NAME

FlatFile::DataStore::FMTEYEWTK - POD containing in-depth discussion of FlatFile::DataStore.

VERSION

Discusses FlatFile::DataStore version 0.06.

SYNOPSYS

man FlatFile::DataStore
man FlatFile::DataStore::Tutorial
man FlatFile::DataStore::FMTEYEWTK

or

perldoc FlatFile::DataStore
perldoc FlatFile::DataStore::Tutorial
perldoc FlatFile::DataStore::FMTEYEWTK

or

http://search.cpan.org/dist/FlatFile-DataStore/

DESCRIPTION

Overview

This discussion only contains POD, so don't do this:

use FlatFile::DataStore::FMTEYEWTK;  # don't do this

Instead, simply read the POD (as you are doing). Also please read the docs for FlatFile::DataStore, which is essentially the reference manual, and for FlatFile::DataStore::Tutorial.

This discussion is intended to augment those docs with longer explanations for the design of the module, more usage examples, and other materials that will hopefully help you make better use of it.

DISCUSSION

Overview

FlatFile::DataStore implements a simple flat file data store. When you create (store) a new record, it is appended to the flat file. When you update an existing record, the existing entry in the flat file is flagged as updated, and the updated record is appended to the flat file. When you delete a record, the existing entry is flagged as deleted, and a deleted record is appended to the flat file.

The result is that all versions of a record are retained in the data store, and running a history will return all of them. Another result is that each record in the data store represents a transaction: create, update, or delete.

Data Store Files and Directories

Key files acts as an index into the data files. The different versions of the records in the data files act as linked lists:

- the first version of a record links just to it's successor
- a second, third, etc., versions link to their successors and predecessors
- the final (current) version links just to its predecessor

A key file entry always points to the final (current) version of a record. It may have a pointer to a previous version, but it will never have a pointer to a "next" version, because there isn't one.
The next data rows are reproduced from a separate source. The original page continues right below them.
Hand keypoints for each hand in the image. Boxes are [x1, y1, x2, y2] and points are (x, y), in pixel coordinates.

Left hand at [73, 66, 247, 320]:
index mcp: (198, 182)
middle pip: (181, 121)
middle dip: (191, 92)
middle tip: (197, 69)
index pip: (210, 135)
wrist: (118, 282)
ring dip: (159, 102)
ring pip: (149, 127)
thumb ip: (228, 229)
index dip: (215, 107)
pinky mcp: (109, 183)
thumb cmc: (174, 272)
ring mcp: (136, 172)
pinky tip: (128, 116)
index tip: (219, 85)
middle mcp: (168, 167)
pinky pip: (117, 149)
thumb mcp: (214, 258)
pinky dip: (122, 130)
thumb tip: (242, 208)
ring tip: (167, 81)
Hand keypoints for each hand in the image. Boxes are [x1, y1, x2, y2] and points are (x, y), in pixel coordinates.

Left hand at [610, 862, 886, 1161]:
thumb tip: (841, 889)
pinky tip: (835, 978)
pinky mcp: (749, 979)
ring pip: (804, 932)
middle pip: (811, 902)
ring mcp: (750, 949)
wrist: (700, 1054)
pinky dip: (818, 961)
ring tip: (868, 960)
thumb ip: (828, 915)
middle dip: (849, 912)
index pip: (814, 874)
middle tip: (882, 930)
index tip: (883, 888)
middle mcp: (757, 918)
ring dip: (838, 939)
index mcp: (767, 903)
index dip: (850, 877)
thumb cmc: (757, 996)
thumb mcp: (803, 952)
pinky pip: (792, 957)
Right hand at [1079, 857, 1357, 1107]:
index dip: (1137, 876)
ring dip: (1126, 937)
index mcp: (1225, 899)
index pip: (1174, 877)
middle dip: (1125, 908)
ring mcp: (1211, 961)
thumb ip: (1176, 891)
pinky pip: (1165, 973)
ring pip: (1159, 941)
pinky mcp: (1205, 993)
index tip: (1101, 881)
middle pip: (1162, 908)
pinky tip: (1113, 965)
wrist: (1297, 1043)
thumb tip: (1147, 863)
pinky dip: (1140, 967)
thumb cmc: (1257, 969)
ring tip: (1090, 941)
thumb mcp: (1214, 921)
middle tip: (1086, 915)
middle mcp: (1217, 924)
Each record is stored with a preamble, which is a fixed-length string of fields containing:

- crud indicator       (flag for created, updated, deleted, etc.)
- transaction number   (incremented when a record is touched)
- date                 (of the "transaction")
- key number           (record sequence number)
- record length        (in bytes)
- user data            (for out-of-band* user-defined data)
- "this" file number   (linked list pointers ...)
- "this" seek position
- "prev" file number
- "prev" seek position
- "next" file number
- "next" seek position

*That is, data about the record not stored in the record.

The formats and sizes of these fixed-length fields may be configured when the data store is first defined, and will determine certain constraints on the size of the data store. For example, if the file number is base-10 and 2 bytes in size, then the data store may have up to 99 data files. And if the seek position is base-10 and 9 bytes in size, then each data file may contain up to 1 Gig of data.
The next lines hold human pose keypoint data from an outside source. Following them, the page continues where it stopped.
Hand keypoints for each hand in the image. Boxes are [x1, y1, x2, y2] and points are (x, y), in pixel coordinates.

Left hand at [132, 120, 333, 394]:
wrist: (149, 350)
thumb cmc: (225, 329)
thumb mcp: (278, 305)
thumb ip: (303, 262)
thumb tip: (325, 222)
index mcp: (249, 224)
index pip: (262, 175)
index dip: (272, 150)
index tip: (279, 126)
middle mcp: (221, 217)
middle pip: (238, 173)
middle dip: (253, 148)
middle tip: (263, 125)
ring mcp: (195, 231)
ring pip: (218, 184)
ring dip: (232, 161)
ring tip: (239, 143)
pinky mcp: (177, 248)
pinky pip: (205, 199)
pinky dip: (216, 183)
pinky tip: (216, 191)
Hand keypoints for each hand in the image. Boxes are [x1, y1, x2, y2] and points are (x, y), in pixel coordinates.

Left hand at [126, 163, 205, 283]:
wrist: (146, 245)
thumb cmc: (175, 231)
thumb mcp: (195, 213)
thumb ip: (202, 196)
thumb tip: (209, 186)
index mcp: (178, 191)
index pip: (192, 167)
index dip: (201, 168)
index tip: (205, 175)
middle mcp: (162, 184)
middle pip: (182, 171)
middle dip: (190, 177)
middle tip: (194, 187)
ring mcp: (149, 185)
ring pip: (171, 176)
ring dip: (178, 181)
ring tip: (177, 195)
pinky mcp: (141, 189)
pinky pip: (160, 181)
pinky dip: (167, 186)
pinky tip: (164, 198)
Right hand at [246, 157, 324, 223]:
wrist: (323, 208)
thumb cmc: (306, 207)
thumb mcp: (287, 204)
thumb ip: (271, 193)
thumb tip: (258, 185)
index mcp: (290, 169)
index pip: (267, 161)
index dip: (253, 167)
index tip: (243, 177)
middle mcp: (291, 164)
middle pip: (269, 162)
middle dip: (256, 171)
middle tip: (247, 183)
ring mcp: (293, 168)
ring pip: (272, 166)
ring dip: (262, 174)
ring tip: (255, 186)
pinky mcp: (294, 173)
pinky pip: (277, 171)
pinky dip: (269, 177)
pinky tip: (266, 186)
Number bases larger than base-10 (up to base-36 for file numbers and up to base-62 for other numbers) may be used to help shorten the length of the preamble string.
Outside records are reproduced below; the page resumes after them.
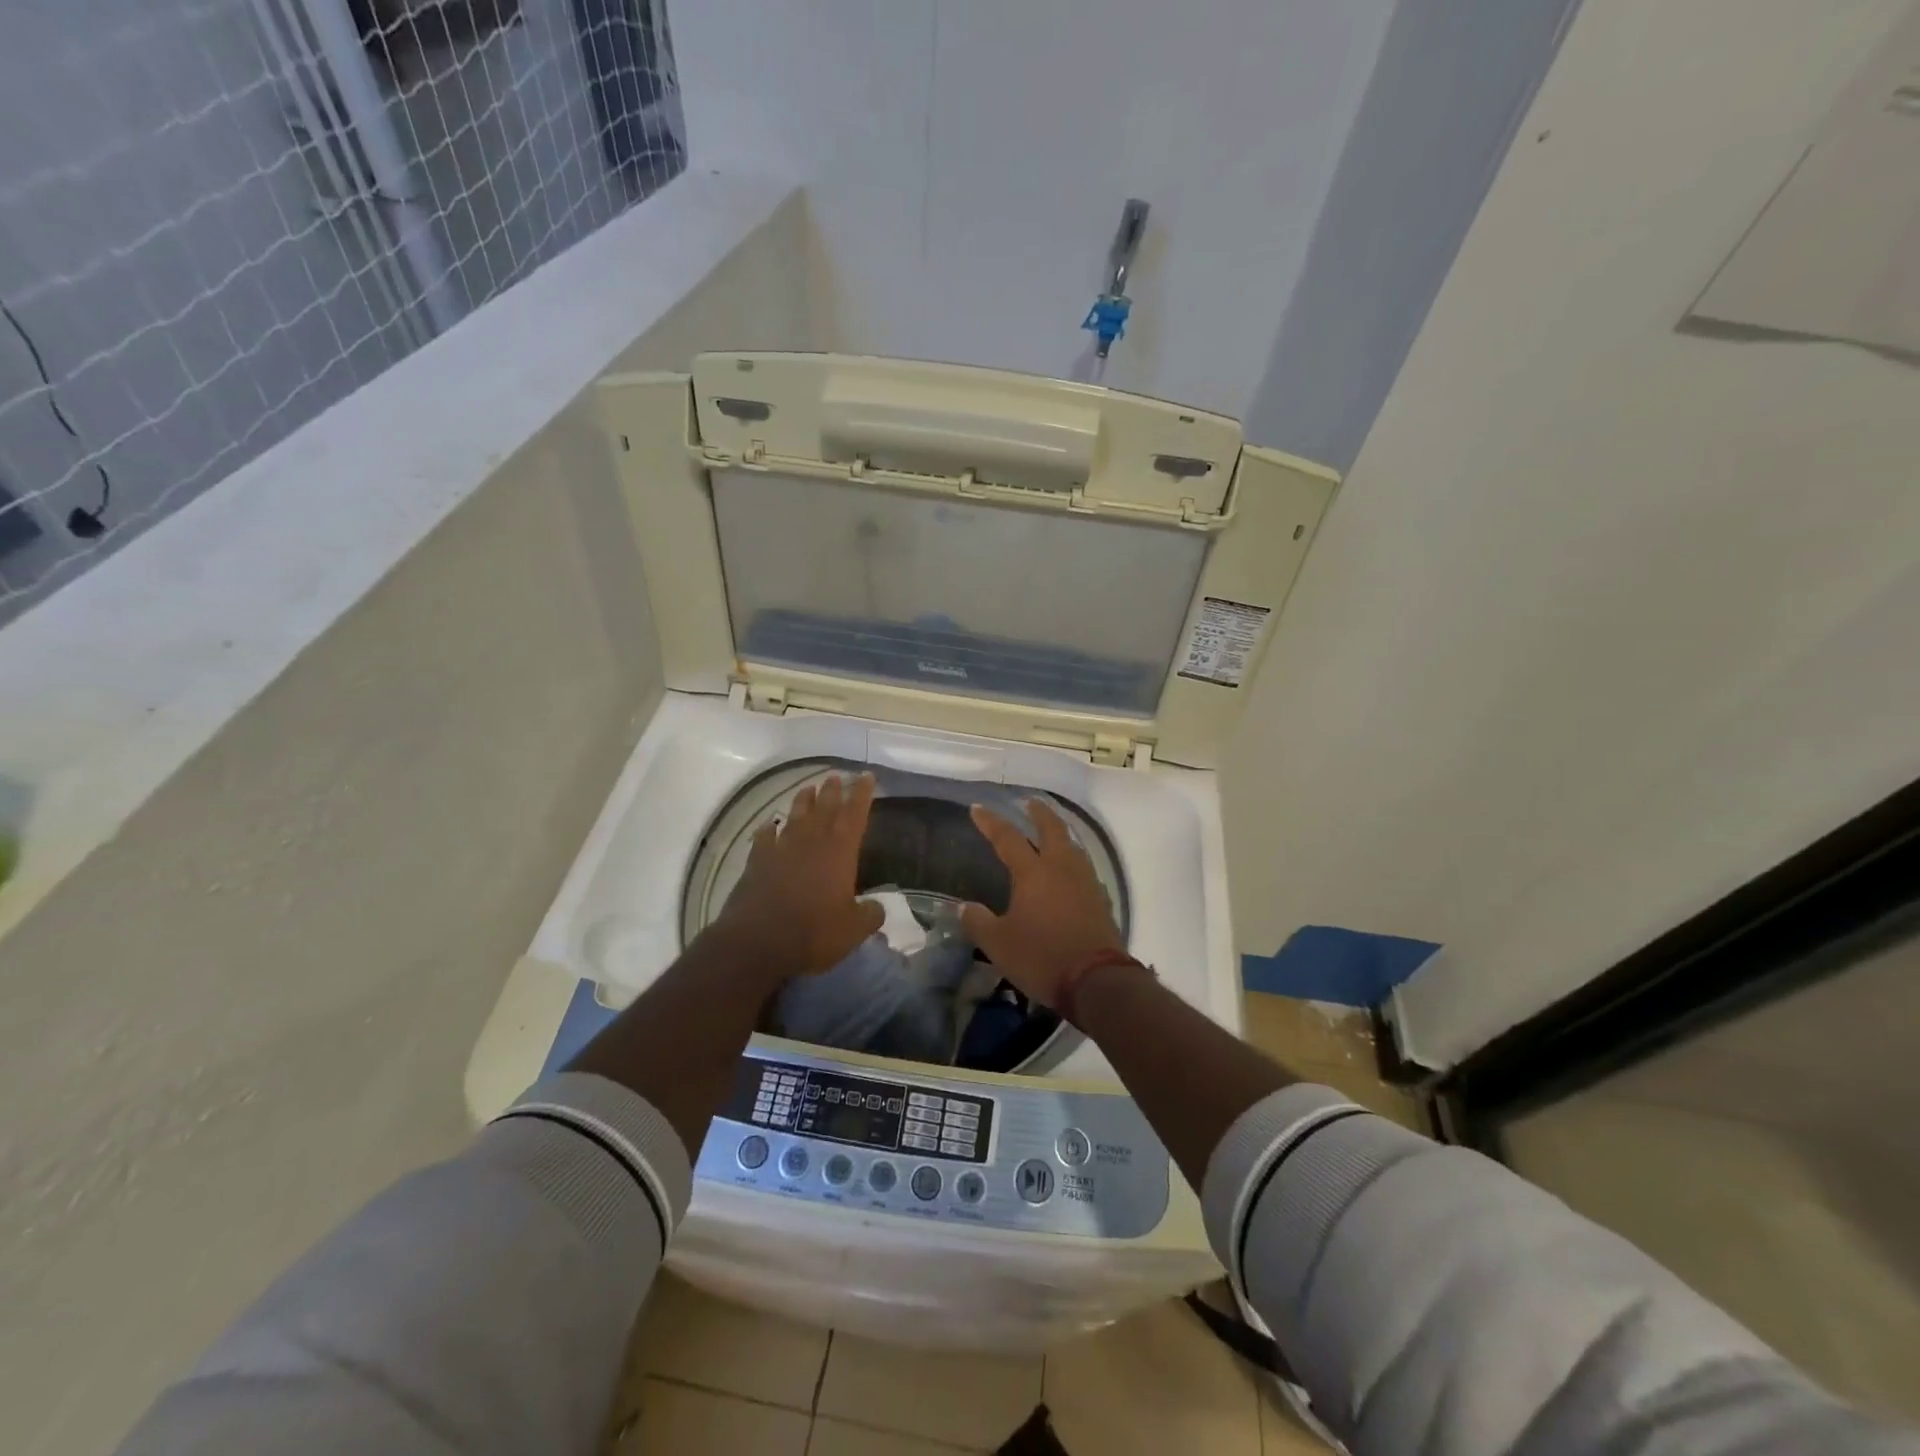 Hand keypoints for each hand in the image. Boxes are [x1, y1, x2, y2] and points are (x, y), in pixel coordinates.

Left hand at [713, 772, 884, 980]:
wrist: (758, 942)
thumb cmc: (814, 932)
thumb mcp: (854, 929)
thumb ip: (870, 914)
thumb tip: (877, 907)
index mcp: (839, 851)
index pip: (855, 814)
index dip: (862, 794)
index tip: (866, 776)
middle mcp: (811, 842)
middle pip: (824, 808)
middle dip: (833, 791)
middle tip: (837, 777)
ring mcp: (781, 849)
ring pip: (795, 817)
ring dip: (803, 802)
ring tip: (808, 788)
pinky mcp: (756, 863)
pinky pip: (764, 838)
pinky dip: (768, 830)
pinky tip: (769, 825)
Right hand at [961, 799, 1123, 1007]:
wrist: (1096, 982)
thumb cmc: (1041, 957)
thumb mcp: (998, 944)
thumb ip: (978, 921)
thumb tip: (964, 907)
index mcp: (1033, 873)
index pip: (1007, 838)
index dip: (991, 822)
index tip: (978, 808)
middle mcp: (1061, 868)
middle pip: (1052, 830)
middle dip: (1039, 813)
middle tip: (1029, 802)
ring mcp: (1086, 883)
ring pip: (1073, 846)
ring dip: (1060, 832)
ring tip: (1052, 830)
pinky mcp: (1100, 900)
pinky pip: (1084, 868)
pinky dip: (1073, 858)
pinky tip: (1070, 869)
A data store will have the following files:

- uri  file,  contains the uri, which defines the configuration parameters
- obj  file,  contains dump of generic perl object constructed from uri*
- toc  files, contain transaction numbers for each data file
- key  files, contain pointers to every current record version
- data files, contain all the versions of all the records

*('generic' because the object does not include the 'dir' attribute)

If the data store is small, it might have only one toc, key, and/or data file.

If dirlev (see below) is 0 or undefined, the toc, key, or data files will reside at the same level as the url and obj files, e.g.,

- name.uri
- name.obj
- name.toc     (or name.1.toc if C<tocmax> is set)
- name.key     (or name.1.key if C<keymax> is set)
- name.1.data  (the filenum, e.g., 1, is always present)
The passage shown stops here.